Stored data:
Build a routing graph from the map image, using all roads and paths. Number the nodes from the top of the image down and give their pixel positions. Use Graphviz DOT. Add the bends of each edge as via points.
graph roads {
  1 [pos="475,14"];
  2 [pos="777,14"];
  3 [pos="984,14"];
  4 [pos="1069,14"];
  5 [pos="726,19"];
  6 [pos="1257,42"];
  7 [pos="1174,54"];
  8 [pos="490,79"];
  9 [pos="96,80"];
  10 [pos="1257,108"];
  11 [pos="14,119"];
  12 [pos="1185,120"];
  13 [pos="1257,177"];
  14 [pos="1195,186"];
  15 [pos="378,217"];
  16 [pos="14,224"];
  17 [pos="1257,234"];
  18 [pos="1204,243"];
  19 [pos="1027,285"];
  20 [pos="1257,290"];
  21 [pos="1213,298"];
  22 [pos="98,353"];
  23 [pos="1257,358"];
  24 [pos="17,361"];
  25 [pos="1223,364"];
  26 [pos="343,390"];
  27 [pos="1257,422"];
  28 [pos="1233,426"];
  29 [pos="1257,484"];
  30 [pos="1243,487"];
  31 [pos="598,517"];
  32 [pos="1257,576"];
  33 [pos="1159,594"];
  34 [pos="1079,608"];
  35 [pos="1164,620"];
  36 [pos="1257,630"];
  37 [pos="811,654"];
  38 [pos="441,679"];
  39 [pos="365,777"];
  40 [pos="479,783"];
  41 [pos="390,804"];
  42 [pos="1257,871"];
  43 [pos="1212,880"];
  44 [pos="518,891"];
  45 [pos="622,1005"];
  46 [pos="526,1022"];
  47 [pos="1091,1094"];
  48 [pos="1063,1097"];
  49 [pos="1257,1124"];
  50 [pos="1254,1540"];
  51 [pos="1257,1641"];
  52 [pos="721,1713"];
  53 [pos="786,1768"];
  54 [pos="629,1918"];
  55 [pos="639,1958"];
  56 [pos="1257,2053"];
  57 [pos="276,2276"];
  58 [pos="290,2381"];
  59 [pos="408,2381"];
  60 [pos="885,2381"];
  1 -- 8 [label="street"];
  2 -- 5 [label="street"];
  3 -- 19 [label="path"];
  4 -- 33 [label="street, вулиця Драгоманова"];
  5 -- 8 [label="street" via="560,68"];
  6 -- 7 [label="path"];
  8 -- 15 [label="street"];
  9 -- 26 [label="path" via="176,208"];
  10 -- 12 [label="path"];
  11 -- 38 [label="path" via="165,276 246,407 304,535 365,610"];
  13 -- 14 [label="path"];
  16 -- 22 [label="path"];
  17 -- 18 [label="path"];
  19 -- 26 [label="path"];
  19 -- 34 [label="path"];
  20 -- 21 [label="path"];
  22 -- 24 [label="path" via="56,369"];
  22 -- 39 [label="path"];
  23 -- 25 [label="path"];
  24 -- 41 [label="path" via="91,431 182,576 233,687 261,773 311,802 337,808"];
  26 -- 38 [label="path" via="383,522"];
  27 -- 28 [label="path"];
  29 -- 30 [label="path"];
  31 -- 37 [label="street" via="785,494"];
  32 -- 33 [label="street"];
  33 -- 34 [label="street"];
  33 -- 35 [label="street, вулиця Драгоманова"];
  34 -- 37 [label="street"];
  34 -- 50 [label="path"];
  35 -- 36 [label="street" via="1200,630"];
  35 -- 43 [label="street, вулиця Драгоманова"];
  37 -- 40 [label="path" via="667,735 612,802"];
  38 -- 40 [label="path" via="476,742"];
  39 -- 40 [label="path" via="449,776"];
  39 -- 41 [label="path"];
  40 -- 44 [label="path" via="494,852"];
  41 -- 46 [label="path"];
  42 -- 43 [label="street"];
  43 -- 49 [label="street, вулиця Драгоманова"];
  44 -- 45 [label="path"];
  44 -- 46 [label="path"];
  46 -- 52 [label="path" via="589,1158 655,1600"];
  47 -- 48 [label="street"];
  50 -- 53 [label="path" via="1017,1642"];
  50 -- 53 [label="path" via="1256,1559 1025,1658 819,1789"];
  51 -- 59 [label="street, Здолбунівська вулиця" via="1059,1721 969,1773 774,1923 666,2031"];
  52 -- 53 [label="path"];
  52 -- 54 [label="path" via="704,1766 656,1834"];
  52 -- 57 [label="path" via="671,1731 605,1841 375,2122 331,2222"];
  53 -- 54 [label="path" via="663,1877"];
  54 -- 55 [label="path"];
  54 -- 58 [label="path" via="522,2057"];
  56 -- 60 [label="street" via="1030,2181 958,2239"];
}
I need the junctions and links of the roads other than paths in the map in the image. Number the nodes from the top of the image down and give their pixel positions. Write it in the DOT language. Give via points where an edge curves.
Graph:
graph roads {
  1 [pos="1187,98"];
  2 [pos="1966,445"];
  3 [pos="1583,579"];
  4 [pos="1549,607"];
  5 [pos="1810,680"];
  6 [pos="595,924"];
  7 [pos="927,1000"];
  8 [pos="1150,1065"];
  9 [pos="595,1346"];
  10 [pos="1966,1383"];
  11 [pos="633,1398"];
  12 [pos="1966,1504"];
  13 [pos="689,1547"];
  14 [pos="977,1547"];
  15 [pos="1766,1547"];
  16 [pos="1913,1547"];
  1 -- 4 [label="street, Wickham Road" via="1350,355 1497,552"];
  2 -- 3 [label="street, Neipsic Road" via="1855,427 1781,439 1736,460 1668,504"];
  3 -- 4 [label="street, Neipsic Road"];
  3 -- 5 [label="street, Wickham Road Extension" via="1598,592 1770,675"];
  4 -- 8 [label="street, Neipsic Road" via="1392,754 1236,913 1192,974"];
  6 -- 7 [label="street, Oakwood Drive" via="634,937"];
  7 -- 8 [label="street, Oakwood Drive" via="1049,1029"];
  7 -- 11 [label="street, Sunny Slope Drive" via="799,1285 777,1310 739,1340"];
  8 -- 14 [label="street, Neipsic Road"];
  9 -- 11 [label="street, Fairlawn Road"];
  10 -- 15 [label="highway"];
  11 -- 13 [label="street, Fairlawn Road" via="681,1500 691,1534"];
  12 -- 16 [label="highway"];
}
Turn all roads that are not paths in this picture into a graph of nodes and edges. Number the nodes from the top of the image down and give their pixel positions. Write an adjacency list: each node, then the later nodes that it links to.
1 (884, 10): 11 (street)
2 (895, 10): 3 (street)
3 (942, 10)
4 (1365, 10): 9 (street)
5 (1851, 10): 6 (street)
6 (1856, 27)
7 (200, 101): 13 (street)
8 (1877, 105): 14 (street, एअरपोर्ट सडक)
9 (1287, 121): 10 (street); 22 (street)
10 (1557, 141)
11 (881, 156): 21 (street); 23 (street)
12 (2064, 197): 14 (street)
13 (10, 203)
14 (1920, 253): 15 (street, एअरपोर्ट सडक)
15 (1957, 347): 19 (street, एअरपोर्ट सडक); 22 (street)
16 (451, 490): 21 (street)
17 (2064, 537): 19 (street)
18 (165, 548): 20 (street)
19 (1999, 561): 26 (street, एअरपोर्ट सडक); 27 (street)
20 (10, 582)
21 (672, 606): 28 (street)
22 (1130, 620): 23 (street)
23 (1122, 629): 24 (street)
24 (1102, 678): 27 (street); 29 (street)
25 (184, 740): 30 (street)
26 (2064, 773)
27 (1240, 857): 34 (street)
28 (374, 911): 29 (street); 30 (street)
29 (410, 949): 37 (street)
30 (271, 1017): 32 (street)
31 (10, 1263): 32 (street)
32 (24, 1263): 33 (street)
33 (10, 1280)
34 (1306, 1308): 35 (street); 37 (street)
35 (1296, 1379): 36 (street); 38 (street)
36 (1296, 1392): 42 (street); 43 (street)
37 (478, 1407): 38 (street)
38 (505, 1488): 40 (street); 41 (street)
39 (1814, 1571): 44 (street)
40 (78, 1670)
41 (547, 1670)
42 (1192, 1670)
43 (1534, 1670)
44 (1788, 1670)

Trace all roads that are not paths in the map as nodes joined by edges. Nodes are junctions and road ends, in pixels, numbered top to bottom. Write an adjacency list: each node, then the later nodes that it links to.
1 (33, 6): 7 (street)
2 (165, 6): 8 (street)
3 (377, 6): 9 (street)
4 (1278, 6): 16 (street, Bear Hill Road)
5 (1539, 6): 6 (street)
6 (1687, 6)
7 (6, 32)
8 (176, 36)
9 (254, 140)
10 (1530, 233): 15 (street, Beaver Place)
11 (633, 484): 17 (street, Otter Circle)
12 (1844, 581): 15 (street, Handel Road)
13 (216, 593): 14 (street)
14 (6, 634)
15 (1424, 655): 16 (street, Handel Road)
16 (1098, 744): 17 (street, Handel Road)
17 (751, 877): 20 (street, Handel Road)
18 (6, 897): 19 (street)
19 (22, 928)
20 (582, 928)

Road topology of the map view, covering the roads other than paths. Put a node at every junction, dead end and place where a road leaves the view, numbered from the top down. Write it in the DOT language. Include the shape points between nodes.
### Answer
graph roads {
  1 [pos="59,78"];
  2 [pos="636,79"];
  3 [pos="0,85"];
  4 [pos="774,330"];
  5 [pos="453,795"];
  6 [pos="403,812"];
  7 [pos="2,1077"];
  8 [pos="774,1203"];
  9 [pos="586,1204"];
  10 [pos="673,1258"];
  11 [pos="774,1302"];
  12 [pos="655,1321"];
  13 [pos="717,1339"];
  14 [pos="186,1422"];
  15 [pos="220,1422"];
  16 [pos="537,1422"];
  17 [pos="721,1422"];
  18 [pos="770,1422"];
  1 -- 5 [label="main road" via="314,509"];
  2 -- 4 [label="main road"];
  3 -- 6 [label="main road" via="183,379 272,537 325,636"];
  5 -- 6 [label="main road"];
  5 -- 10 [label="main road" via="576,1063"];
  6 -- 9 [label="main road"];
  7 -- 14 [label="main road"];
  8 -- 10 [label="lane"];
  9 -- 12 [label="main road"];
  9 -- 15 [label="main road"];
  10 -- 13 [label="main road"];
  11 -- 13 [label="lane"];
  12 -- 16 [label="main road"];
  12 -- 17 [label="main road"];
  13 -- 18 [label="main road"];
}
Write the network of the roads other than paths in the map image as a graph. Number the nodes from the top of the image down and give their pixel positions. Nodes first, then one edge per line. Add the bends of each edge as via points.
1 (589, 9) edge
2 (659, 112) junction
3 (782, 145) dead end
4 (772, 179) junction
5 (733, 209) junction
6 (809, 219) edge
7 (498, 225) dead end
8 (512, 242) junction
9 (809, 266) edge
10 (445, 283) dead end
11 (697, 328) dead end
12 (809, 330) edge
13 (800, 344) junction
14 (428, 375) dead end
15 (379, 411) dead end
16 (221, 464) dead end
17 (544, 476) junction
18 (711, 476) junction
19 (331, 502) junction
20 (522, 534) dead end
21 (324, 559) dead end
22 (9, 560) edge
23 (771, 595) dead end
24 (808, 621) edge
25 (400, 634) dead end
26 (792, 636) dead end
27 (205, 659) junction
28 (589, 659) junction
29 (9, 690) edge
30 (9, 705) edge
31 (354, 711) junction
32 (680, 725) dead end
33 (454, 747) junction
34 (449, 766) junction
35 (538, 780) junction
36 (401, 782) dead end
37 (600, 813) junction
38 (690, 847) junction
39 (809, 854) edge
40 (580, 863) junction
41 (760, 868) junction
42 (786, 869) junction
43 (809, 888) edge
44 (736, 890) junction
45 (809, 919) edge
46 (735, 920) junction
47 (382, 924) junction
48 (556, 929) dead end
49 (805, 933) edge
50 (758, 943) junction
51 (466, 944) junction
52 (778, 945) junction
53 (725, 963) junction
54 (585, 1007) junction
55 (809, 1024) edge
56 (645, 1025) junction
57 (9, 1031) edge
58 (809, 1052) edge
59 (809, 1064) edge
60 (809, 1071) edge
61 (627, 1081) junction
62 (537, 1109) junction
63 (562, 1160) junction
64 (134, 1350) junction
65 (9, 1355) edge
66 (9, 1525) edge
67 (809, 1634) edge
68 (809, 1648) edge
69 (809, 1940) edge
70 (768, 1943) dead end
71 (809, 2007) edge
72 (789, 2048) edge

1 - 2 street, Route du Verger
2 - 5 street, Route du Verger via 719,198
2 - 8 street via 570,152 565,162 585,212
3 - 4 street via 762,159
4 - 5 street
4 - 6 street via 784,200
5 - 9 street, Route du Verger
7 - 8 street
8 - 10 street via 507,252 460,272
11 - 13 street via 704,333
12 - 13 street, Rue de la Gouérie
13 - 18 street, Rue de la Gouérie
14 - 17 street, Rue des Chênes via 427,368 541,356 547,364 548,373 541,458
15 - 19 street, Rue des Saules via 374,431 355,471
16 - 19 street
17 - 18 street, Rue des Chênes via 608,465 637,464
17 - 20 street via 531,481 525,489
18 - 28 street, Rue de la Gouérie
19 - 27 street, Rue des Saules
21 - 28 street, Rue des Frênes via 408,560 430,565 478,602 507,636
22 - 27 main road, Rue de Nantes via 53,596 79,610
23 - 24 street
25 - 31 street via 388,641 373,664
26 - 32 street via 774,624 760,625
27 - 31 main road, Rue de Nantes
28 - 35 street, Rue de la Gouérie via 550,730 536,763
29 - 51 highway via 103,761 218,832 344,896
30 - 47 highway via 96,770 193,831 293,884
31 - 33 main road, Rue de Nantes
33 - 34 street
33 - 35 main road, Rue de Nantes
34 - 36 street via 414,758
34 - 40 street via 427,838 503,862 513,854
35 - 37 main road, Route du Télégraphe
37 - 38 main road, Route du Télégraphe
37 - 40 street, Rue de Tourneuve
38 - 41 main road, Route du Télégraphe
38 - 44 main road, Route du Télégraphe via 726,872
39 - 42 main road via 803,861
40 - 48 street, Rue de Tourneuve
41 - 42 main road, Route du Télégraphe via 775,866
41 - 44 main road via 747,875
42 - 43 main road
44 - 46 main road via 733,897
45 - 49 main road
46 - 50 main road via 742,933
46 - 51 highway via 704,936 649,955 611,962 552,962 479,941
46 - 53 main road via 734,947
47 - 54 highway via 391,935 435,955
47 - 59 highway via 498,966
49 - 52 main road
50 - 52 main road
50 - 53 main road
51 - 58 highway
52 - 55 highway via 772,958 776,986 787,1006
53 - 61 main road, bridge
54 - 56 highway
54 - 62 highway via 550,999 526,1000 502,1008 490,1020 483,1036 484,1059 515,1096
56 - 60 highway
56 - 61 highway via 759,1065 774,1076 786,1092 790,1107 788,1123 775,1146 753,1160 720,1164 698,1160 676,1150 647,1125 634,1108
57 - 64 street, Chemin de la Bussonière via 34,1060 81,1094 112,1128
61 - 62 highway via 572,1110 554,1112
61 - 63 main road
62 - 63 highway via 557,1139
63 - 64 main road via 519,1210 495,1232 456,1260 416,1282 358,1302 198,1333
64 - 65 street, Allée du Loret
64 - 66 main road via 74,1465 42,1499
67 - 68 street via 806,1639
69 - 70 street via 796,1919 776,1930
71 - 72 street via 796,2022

> _Problem details_
Each line of the records that contains the string "Fairlawn" must be copied.

> _Exercise result_
  9 -- 11 [label="street, Fairlawn Road"];
  11 -- 13 [label="street, Fairlawn Road" via="681,1500 691,1534"];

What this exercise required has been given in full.